Se prononcer sur l’image du Rotary constitue une arme à double tranchant. Si vous la portez aux nues et la gratifiez des qualificatifs les plus laudateurs (même si vous n’y croyez pas un mot…), l’institution rotarienne vous en sera éternellement reconnaissante et vantera la finesse de votre discernement. Mais si vous envisagez de faire preuve d’esprit critique, disons par souci d’objectivité, c’est-à-dire que vous doutez de son image, que vous la contestez ou la dévalorisez, alors vous commettrez un crime de lèse-majesté que le Rotary ne vous pardonnera peut-être jamais. Peu importe, en fin de compte, attendu que toute remise question présente au moins l’avantage d’inviter à l’amélioration. D’où l’impertinence de cette chronique aux considérations et suggestions iconoclastes… au profit du Rotary !

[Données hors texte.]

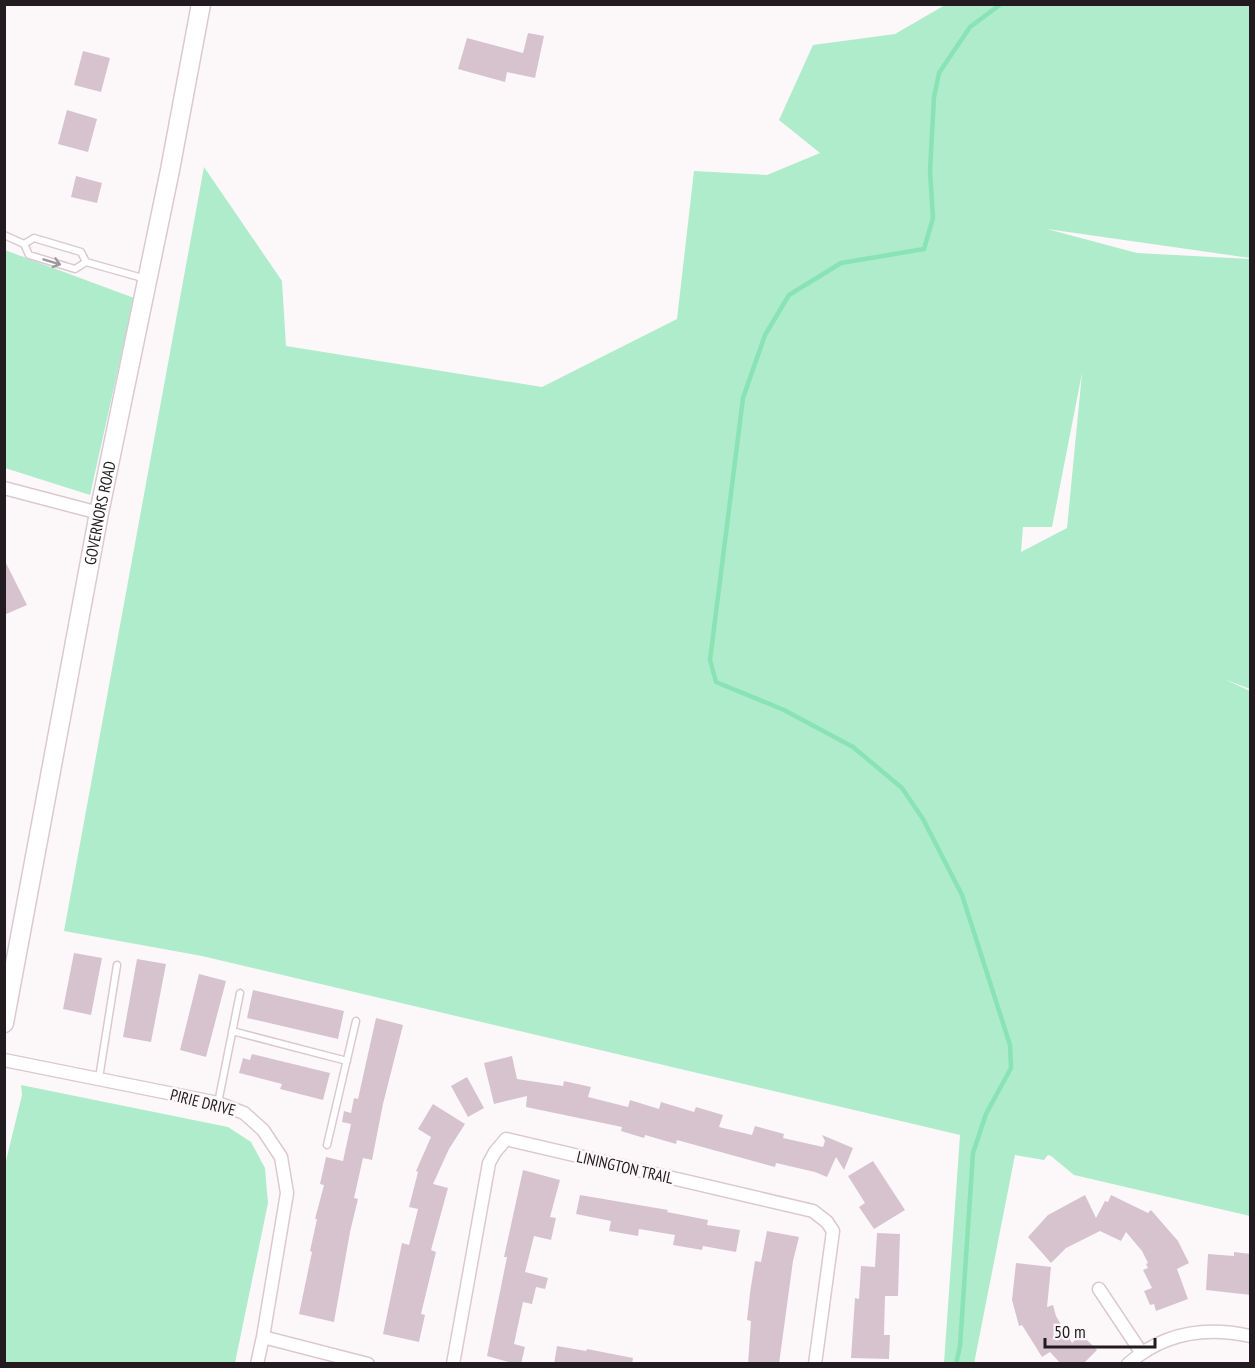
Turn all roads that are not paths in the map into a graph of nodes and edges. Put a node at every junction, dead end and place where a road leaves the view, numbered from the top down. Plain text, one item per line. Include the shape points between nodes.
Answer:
1 (201, 4) edge
2 (4, 235) edge
3 (24, 244) junction
4 (86, 262) junction
5 (148, 280) junction
6 (4, 488) edge
7 (99, 513) junction
8 (117, 965) dead end
9 (240, 993) dead end
10 (356, 1021) dead end
11 (4, 1023) edge
12 (232, 1031) junction
13 (4, 1060) edge
14 (347, 1061) junction
15 (99, 1078) junction
16 (218, 1103) junction
17 (327, 1145) dead end
18 (1099, 1289) dead end
19 (1251, 1336) edge
20 (263, 1337) junction
21 (1141, 1352) junction
22 (257, 1364) edge
23 (368, 1364) edge
24 (453, 1364) edge
25 (815, 1364) edge
26 (1128, 1364) edge

1 - 5 main road, GOVERNORS ROAD
2 - 3 lane
3 - 4 lane via 34,238 81,252
3 -> 4 lane via 28,255 75,269
4 - 5 lane
5 - 7 main road, GOVERNORS ROAD
6 - 7 street
7 - 11 main road, GOVERNORS ROAD
8 - 15 lane
9 - 12 lane
10 - 14 lane
12 - 14 lane
12 - 16 lane
13 - 15 street, PIRIE DRIVE
14 - 17 lane
15 - 16 street, PIRIE DRIVE
16 - 20 street, PIRIE DRIVE via 244,1113 264,1130 281,1157 287,1193
18 - 21 street
19 - 21 street via 1215,1330 1196,1332
20 - 22 street, PIRIE DRIVE
20 - 23 street
21 - 26 street
24 - 25 street, LININGTON TRAIL via 489,1164 506,1138 813,1211 833,1231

Le 23 février 1905, l’avocat américain Paul Harris (1868-1947), un visionnaire, fonda le premier Rotary Club à Chicago avec trois amis entrepreneurs, l’un négociant en charbon, l’autre ingénieur des mines et le troisième tailleur. Son objectif était de dynamiser les courants d’affaires entre les chefs d’entreprise, afin de relancer l’économie américaine qui connaissait une situation dépréciée. L’initiative de Paul Harris émergea à point nommé puisque quelques années plus tard, en 1914, la Première Guerre mondiale entraîna les États-Unis dans son sillage, dès 1917. Elle affirma aussi sa légitimité lorsque éclata le krach boursier d’octobre 1929 à Wall Street, qui entraîna une décennie de récession avec une augmentation massive du chômage et de la pauvreté.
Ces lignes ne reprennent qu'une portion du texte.